EXERCISE DIRECTIONS
Keep only the lines of the material below that contain the word "dead". Copy those lines.

MATERIAL FOR THIS TASK
┌────────
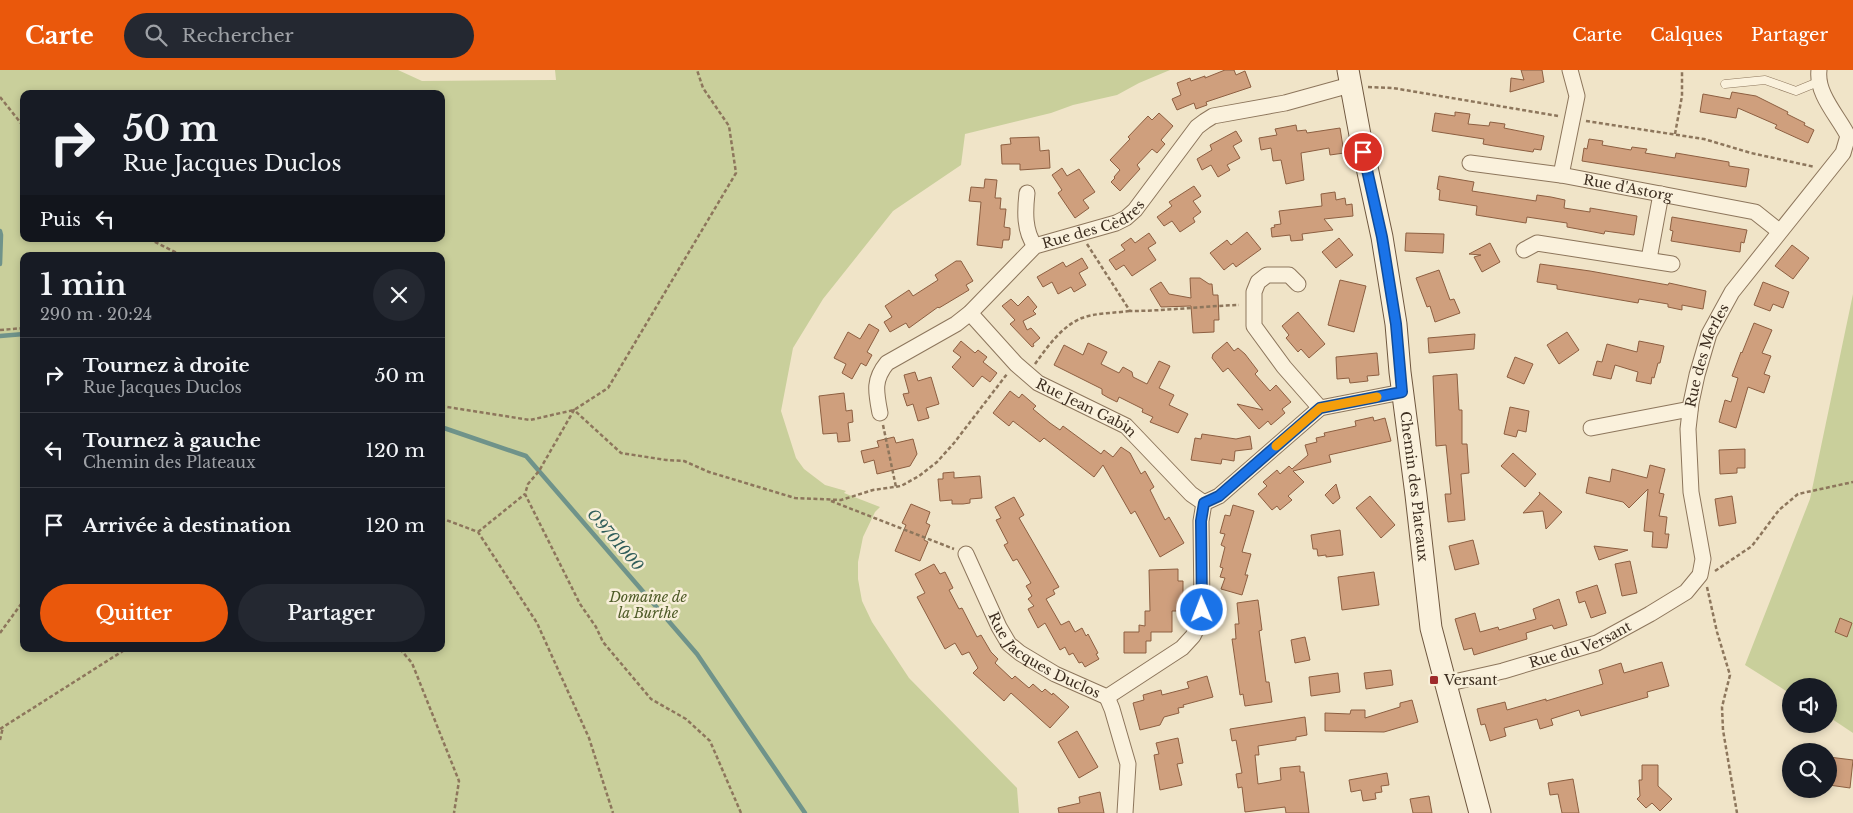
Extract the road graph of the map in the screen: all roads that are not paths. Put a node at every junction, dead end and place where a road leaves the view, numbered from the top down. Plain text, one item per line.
1 (1570, 70) edge
2 (1818, 76) edge
3 (1349, 78) edge
4 (1725, 84) dead end
5 (1470, 163) dead end
6 (1561, 175) junction
7 (1026, 193) dead end
8 (1661, 194) junction
9 (1779, 231) junction
10 (1034, 246) junction
11 (1524, 250) dead end
12 (1649, 260) junction
13 (1672, 264) dead end
14 (1298, 284) dead end
15 (970, 313) junction
16 (1402, 392) junction
17 (1320, 408) junction
18 (1690, 409) junction
19 (880, 413) road end
20 (1591, 428) dead end
21 (1204, 503) junction
22 (966, 554) road end
23 (1706, 576) joint
24 (1446, 684) junction
25 (1107, 696) junction
26 (1125, 813) edge
27 (1480, 813) edge

1 - 6 street
2 - 4 lane
2 - 9 street, Rue des Merles
3 - 10 street, Rue des Cèdres
3 - 16 street, Chemin des Plateaux
5 - 6 street, Rue d'Astorg
6 - 8 street, Rue d'Astorg
7 - 10 street
8 - 9 street, Rue d'Astorg
8 - 12 street
9 - 18 street, Rue des Merles
10 - 15 street, Rue des Cèdres
11 - 12 street
12 - 13 street
14 - 17 street
15 - 19 street, Rue des Cèdres
15 - 21 street, Rue Jean Gabin
16 - 17 street
16 - 24 street, Chemin des Plateaux
17 - 21 street
18 - 20 street
18 - 23 street, Rue des Merles
21 - 25 street, Rue Jacques Duclos
22 - 25 street, Rue Jacques Duclos
23 - 24 street, Rue du Versant
24 - 27 street, Chemin des Plateaux
25 - 26 street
└────────
RESULT OF THIS TASK
Extract the road graph of the map in the screen: all roads that are not paths. Put a node at every junction, dead end and place where a road leaves the view, numbered from the top down. Plain text, one item per line.
4 (1725, 84) dead end
5 (1470, 163) dead end
7 (1026, 193) dead end
11 (1524, 250) dead end
13 (1672, 264) dead end
14 (1298, 284) dead end
20 (1591, 428) dead end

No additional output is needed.